Note that in this derivation, it has been crucial that the explicit mass term for the vectorial field doesn't break the global $U(1)$ symmetry. This is also related to the fact that the explicit mass term for the vectorial field can be obtained through a Higgs-like mechanism connected with a hidden (the Higgs-like field decouples from the rest of the theory) $U(1)$ gauge symmetry.

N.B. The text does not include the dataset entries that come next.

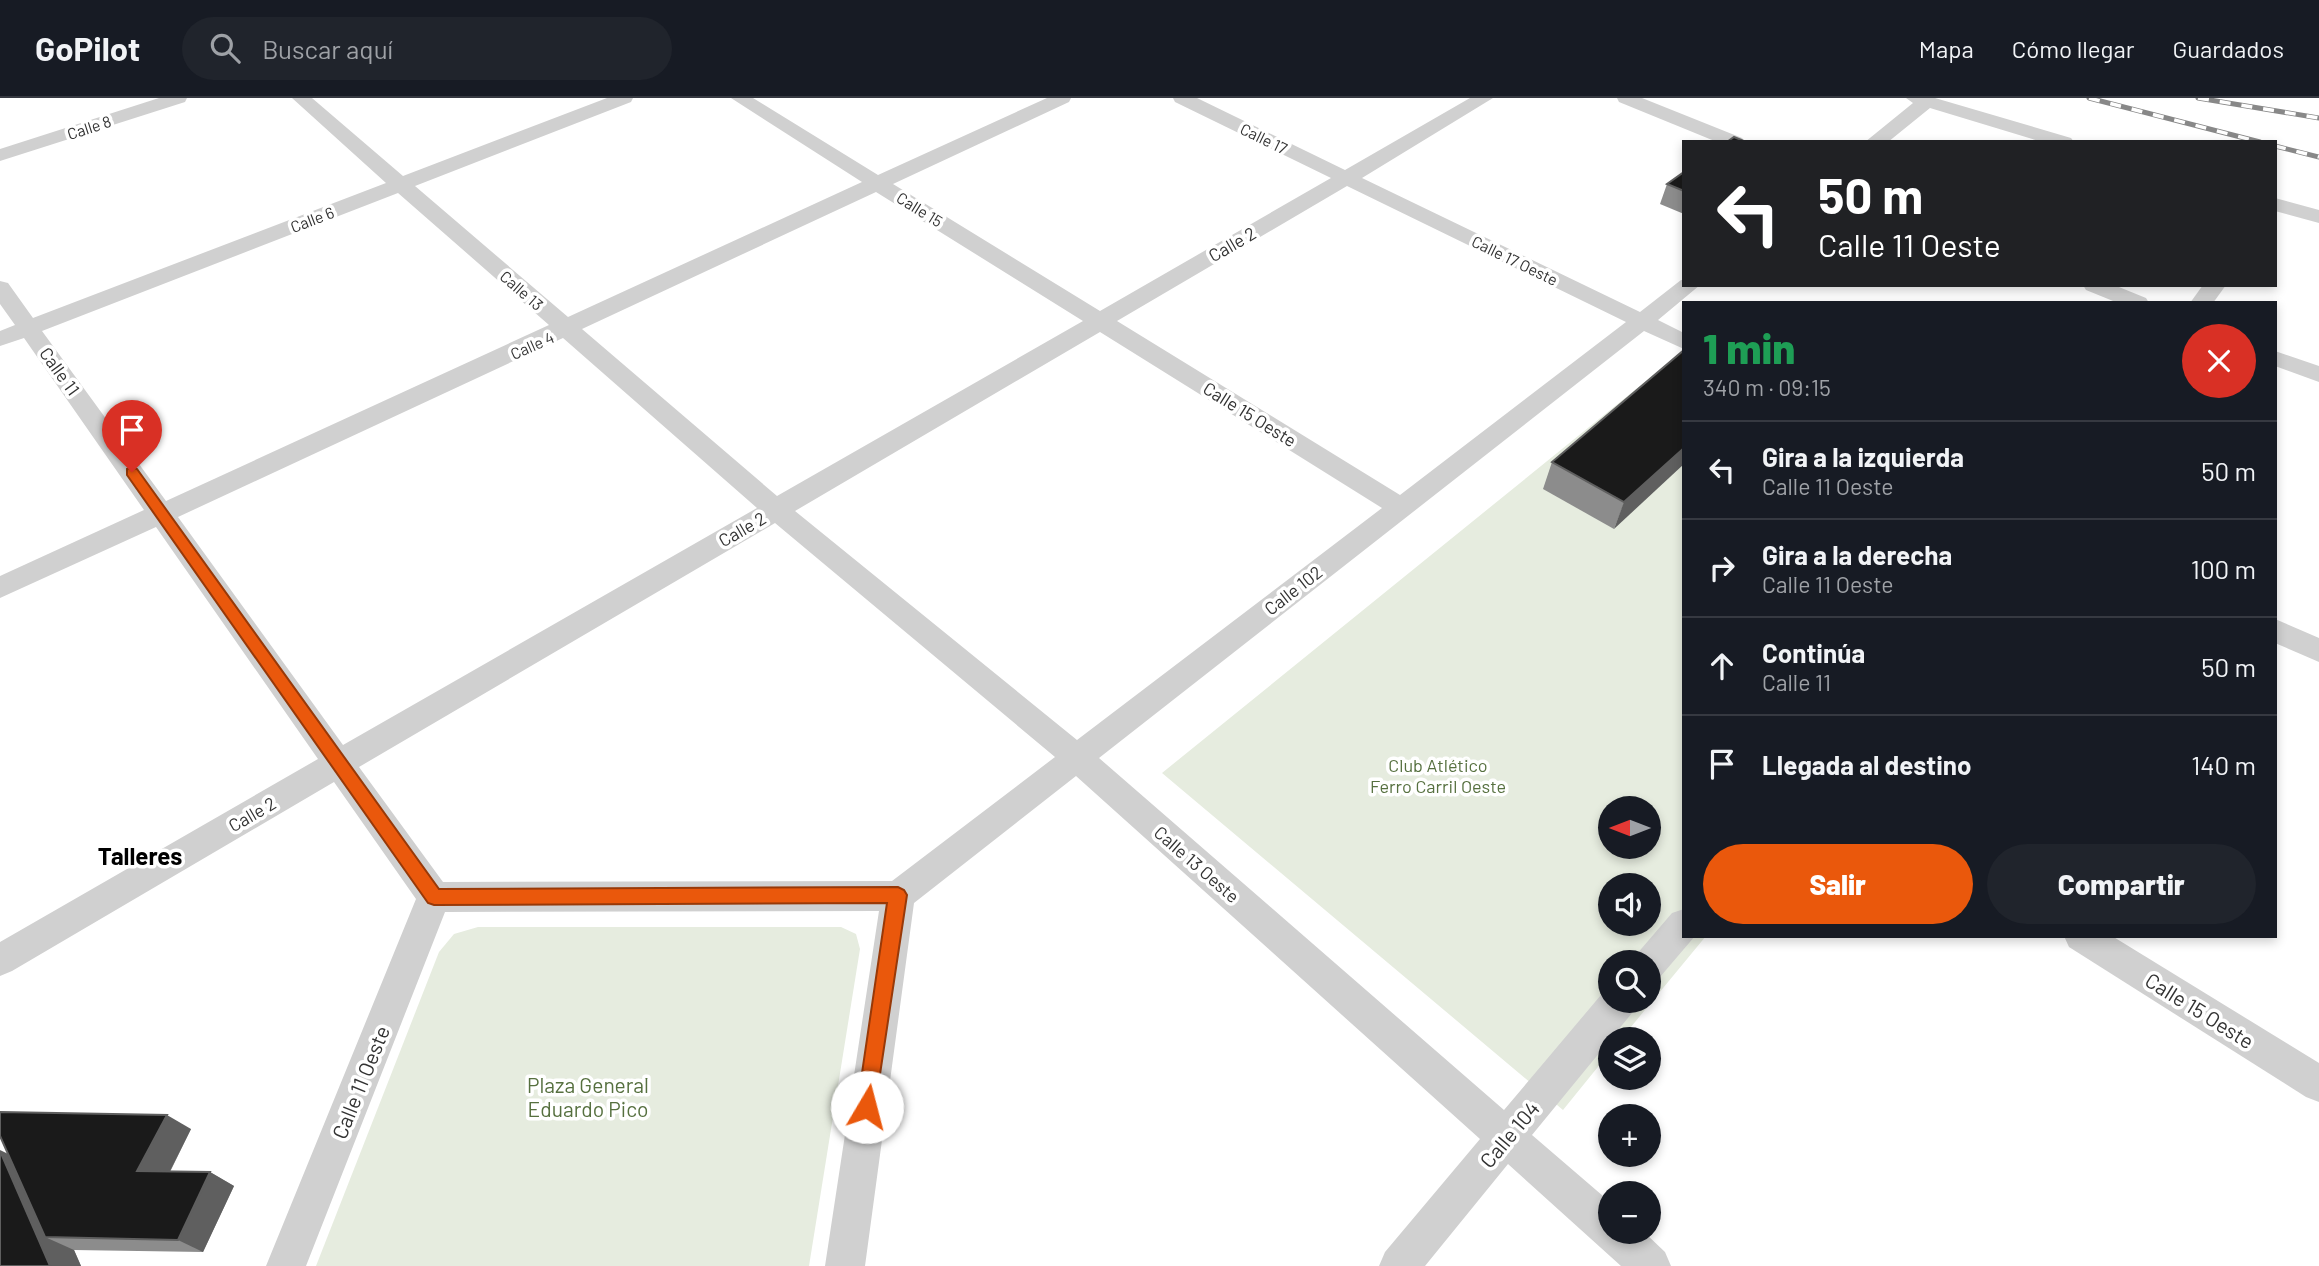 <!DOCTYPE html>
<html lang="es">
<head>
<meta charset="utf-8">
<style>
	body { margin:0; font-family:Barlow,sans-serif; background:#20242c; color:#f1f3f6; height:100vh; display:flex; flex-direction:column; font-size:26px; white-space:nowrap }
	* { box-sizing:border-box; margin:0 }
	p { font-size:23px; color:#9ea1a6 }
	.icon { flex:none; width:38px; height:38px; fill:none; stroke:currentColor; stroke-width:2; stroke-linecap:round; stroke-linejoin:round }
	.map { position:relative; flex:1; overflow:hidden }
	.panel { position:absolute; left:1682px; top:203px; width:595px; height:637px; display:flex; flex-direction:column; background:#171b24; border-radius:0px; box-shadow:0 4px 10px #0003 }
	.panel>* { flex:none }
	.banner { position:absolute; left:1682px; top:42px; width:595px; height:147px; border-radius:0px; box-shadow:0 4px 10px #0003; background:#202124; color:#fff; overflow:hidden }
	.needle { width:46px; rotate:270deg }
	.buttons { position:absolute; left:1598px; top:698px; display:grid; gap:14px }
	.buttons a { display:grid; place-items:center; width:63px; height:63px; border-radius:50%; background:#171b24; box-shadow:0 4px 10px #0003; font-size:35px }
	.pin { position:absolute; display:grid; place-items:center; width:60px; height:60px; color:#fff; margin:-72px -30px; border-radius:50% 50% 50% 0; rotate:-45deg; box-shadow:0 0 7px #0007 }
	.pin .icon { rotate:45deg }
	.me { position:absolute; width:77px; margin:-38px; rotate:8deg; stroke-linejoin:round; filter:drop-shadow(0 0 5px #0008) }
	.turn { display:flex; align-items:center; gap:24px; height:147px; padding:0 21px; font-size:32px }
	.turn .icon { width:91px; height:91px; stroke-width:2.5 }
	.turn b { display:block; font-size:49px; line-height:60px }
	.round { display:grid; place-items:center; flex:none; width:74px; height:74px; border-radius:37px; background:#20242c }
	.overview { display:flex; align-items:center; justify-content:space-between; height:119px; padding:0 21px }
	h1 { font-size:42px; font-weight:800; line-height:52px; color:#1e9e55 }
	.button { display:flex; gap:14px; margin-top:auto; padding:14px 21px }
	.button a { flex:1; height:80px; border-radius:42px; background:#ea580c; color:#fff; font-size:28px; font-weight:800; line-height:80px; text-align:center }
	.button a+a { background:#20242c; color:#f1f3f6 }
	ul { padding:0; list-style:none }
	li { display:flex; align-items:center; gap:21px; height:98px; padding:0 21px; border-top:2px solid #363941 }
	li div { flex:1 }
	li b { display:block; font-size:26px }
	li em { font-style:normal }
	header { display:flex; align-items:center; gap:42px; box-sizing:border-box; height:98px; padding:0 35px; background:#171b24; border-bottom:2px solid #363941 }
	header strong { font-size:33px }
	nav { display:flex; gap:38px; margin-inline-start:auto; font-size:24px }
	.search { width:490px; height:63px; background:#20242c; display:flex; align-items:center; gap:18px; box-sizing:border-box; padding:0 24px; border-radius:38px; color:#9ea1a6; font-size:26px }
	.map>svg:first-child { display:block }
	.green { fill:#e6ecdf; fill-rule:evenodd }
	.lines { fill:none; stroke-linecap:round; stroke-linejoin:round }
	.minor { fill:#d0d0d0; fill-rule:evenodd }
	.rail-casing { stroke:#888; stroke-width:5 }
	.rail { stroke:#fff; stroke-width:3.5; stroke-dasharray:11; stroke-linecap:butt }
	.wall { fill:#8c8c8c }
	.shaded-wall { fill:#5f5f5f }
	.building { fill:#1a1a1a; stroke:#5f5f5f; stroke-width:2 }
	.route { fill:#ea580c; stroke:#983908; stroke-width:2 }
	.labels { text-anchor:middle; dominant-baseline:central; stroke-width:7; stroke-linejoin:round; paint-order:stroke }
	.far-street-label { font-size:16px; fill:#333; stroke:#fff }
	.street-label { font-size:18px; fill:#333; stroke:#fff }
	.park-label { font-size:18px; fill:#56703f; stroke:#fff }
	.near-street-label { font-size:21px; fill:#333; stroke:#fff }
	.near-park-label { font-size:21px; fill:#56703f; stroke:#fff }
	.district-label { font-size:24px; font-weight:bold; fill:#000; stroke:#fff }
</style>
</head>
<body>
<header>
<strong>GoPilot</strong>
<div class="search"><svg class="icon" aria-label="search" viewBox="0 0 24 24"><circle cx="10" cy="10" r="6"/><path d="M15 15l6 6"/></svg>Buscar aquí</div>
<nav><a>Mapa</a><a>Cómo llegar</a><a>Guardados</a></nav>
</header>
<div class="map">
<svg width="2319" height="1168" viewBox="0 0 2319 1168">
	<rect width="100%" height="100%" fill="#fff"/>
	<g class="green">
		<path d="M1683 253 1684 838H1706L1621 941 1610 942V954L1563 1012 1162 675ZM1610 710H1648V749H1610ZM1610 788H1648V826H1610ZM1610 864H1648V903H1610Z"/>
		<polygon points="478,829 841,829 856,836 860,851 809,1168 316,1168 439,854 454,836"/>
	</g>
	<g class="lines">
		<g class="minor">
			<polygon points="159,0 187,0 185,4 0,63 0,51"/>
			<path d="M292 0H312L403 78 607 0H633L631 4 415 88 568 219 862 84 731 0H753L878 77 1047 0H1071L1069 4 893 86 1100 213 1331 80 1175 4 1173 0H1197L1345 72 1470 0H1493L1362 80 1640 214 1681 182H1684V187H1700L1658 222 1684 235V251L1644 233 1099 660 1504 1012 1606 891 1610 890V903H1637L1632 915 1532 1037 1610 1104V1134H1644L1665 1154 1671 1168H1621L1508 1066 1425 1168H1379L1385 1154 1480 1041 1076 678 914 805 865 1168H825L879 813 445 814 306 1168H266L416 801 334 684 12 873 0 878V844L318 661 156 429 0 500V478L144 412 24 240 0 248V233L15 227 0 206V183L8 185 33 220 386 85ZM1347 88 1626 224 1400 397 1117 223ZM876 94 1083 223 777 398 582 231ZM398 95 549 227 166 403 42 233ZM1100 234 1382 410 1077 642 795 413ZM563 240 757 410 343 647 178 419ZM775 425 1055 659 892 783 443 784 359 669Z"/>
			<polygon points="1617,0 1642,0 1742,40 1745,44 1717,44 1619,4"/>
			<polygon points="1906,0 1935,0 2071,40 2074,44 2042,44 1930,10 1888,44 1865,44 1913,5"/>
			<polygon points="2275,100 2319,112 2319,125 2275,113"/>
			<polygon points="2083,187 2114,187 2146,200 2149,205 2118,205 2086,192"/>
			<polygon points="2203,187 2226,187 2213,205 2190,205"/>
			<polygon points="2275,253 2319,268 2319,284 2275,268"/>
			<polygon points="2275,521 2319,540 2319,564 2275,545"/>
			<polygon points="1684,811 1684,838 1695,838 1660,879 1648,884 1648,864 1632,864 1636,857 1672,815"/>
			<polygon points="2064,838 2112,838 2319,965 2319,1004 2306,999 2069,849"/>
		</g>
		<defs>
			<g id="rail">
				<polyline points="2089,0 2260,44"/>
				<polyline points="2198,0 2319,20"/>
				<polyline points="2275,48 2319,59"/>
			</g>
		</defs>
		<use href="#rail" class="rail-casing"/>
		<use href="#rail" class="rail"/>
	</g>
	<g class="wall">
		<polygon points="1684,74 1684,116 1660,106 1667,86"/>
		<polygon points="1684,252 1614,431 1543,391 1552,364"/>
		<polygon points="191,1031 170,1074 210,1074 234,1088 203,1154 74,1152 81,1168 0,1168 8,1056"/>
	</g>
	<g class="shaded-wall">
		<polygon points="1684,350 1684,366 1614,431 1624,404"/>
		<polygon points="167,1017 191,1031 163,1087 137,1073"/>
		<polygon points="0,1052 37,1070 45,1139 74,1152 81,1168 50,1168"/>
		<polygon points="210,1074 234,1088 203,1154 178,1142"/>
	</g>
	<g class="building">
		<polygon points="1734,39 1746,44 1727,44"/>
		<polygon points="1684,74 1684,93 1667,86"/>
		<polygon points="1684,252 1684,350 1624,404 1552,364"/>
		<polygon points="0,1014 167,1017 137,1073 210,1074 178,1142 45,1139 0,1038"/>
		<polygon points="0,1053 50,1168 0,1168"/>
	</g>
	<polygon class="route" points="132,369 137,371 439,791 898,789 904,792 907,797 874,1016 867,1019 860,1016 857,1009 887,805 434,807 428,805 127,377 127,371"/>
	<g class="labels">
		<g class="far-street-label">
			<text transform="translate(89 29) rotate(-18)">Calle 8</text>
			<text transform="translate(1264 40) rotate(26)">Calle 17</text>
			<text transform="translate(920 111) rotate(32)">Calle 15</text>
			<text transform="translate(312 121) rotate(-21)">Calle 6</text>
			<text transform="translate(1515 162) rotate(26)">Calle 17 Oeste</text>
			<text transform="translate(522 192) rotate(41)">Calle 13</text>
			<text transform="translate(532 247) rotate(-24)">Calle 4</text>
		</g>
		<g class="street-label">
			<text transform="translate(1232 146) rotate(-30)">Calle 2</text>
			<text transform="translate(60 273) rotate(54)">Calle 11</text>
			<text transform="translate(1250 316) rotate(32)">Calle 15 Oeste</text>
			<text transform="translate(742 431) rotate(-30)">Calle 2</text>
			<text transform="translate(1293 492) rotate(-38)">Calle 102</text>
			<text transform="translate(252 716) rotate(-30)">Calle 2</text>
			<text transform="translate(1197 766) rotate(41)">Calle 13 Oeste</text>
		</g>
		<g class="park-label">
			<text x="1438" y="667">Club Atlético<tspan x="1438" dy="21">Ferro Carril Oeste</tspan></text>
		</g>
		<g class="near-street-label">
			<text transform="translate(2200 912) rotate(32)">Calle 15 Oeste</text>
			<text transform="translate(360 984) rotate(-68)">Calle 11 Oeste</text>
			<text transform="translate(1509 1036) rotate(-50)">Calle 104</text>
		</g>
		<g class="near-park-label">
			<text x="588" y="986">Plaza General<tspan x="588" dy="24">Eduardo Pico</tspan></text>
		</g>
		<g class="district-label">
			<text x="140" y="757">Talleres</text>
		</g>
	</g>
</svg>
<div class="buttons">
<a><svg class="needle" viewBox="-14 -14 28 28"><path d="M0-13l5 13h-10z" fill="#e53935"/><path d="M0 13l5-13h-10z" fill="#9ea1a6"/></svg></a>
<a><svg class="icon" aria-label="sound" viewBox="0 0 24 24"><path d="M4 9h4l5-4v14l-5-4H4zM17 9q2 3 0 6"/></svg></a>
<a><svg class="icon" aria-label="search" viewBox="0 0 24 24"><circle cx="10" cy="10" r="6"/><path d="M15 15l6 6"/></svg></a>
<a><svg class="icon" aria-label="layers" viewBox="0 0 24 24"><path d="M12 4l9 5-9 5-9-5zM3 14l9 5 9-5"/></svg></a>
<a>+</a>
<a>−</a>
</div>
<div class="pin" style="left:132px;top:374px;background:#d93025"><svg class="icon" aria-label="arrive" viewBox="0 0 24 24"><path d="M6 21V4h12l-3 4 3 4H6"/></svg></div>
<svg class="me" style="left:867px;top:1009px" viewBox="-20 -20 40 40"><circle r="19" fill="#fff"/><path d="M0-13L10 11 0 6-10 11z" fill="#ea580c"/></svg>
<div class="banner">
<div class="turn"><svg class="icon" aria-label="left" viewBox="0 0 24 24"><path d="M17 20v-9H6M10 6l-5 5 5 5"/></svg><div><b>50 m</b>Calle 11 Oeste</div></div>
</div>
<section class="panel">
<div class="overview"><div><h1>1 min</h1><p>340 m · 09:15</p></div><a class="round" style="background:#d93025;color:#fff"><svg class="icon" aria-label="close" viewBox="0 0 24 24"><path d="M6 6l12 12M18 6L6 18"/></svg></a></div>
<ul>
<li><svg class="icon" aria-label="left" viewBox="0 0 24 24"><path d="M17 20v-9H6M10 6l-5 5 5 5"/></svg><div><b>Gira a la izquierda</b><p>Calle 11 Oeste</p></div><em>50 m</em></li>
<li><svg class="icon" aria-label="right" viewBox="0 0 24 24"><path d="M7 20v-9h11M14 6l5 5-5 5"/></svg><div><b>Gira a la derecha</b><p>Calle 11 Oeste</p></div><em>100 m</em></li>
<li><svg class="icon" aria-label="ahead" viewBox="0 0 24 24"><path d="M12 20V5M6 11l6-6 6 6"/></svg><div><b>Continúa</b><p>Calle 11</p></div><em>50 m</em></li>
<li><svg class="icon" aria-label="arrive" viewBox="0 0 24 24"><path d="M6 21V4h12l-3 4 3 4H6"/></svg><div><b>Llegada al destino</b></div><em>140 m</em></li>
</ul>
<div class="button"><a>Salir</a><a>Compartir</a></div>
</section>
</div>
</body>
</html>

A more careful calculation should include counterterms in the interacting theory, however I think that this is the same as in the massless case. We can think of the fields and parameters in this answer as bare fields and parameters.
Stueckelberg mechanism
Consider the following Lagrangian
$$\mathcal L=-{1\over 4}\,F^2+|d\phi|^2+\mu^2\,|\phi|^2-\lambda\, (\phi^*\phi)^2$$
where $d=\partial - ig\, B$ and $F$ is the field strength (Faraday tensor) for $B$. This Lagrangian is invariant under the gauge transformation
$$B\rightarrow B + (1/g)\partial \alpha (x)$$ $$\phi\rightarrow e^{i\alpha(x)}\phi$$
Let's take a polar parametrization for the scalar field $\phi$: $\phi\equiv {1\over \sqrt{2}}\rho\,e^{i\chi}$, thus
$$\mathcal L=-{1\over 4}\,F^2+{1\over 2}\rho^2\,(\partial_{\mu}\chi-g\,B_{\mu})^2+{1\over 2}(\partial \rho)^2+{\mu^2\over 2}\,\rho ^2- {\lambda\over 4}\rho^4$$
We may now make the following field redefinition $A\equiv B - (1/g)\partial \chi$ and noting that $F_{\mu\nu}=\partial_{\mu}B_{\nu}-\partial_{\nu}B_{\mu}=\partial_{\mu}A_{\nu}-\partial_{\nu}A_{\mu}$ is also the field strength for $A$
$$\mathcal L=-{1\over 4}\,F^2+{g^2\over 2}\rho^2\,A^2+{1\over 2}(\partial \rho)^2+{\mu^2\over 2}\,\rho ^2-{\lambda\over 4}\, \rho^4$$
If $\rho$ has a vacuum expectation value different from zero $\langle 0|\rho |0\rangle = v=\sqrt{\mu^2\over \lambda}$, it is then convenient to write $\rho (x)=v+\omega (x)$. Thus
$$\mathcal L=-{1\over 4}\,F^2+{a^2\over 2}\,A^2+g^2\,v\,\omega\,A^2+{g^2\over 2}\,\omega ^2\,A^2+{1\over 2}(\partial \omega)^2-{\mu^2\over 2}\,\omega ^2-\lambda\,v\omega^3-{\lambda\over 4}\, \omega^4+{v^4\,\lambda^2\over 4}$$
where $a\equiv g\times v$. If we now take the limit $g\rightarrow 0$, $v\rightarrow \infty$, keeping the product, $a$, constant, we get
$$\mathcal L=-{1\over 4}\,F^2+{a^2\over 2}\,A^2+{1\over 2}(\partial \omega)^2-{\mu^2\over 2}\,\omega ^2-\lambda\,v\omega^3-{\lambda\over 4}\, \omega^4+{v^4\,\lambda^2\over 4}$$
that is, all the interactions terms between $A$ and $\omega$ disappear so that $\omega$ becomes an auto-interacting field with infinite mass that is decoupled from the rest of the theory, and therefore it doesn't play any role. Thus, we recover the massive vectorial field with which we started.
$$\mathcal L=-{1\over 4}\,F^2+{a^2\over 2}\,A^2$$
Note that in a non-abelian gauge theory must be non-linear terms such as $\sim g A^2\,\partial A\;$, $\sim g^2 A^4$, which prevent us from taking the limit $g\rightarrow 0$.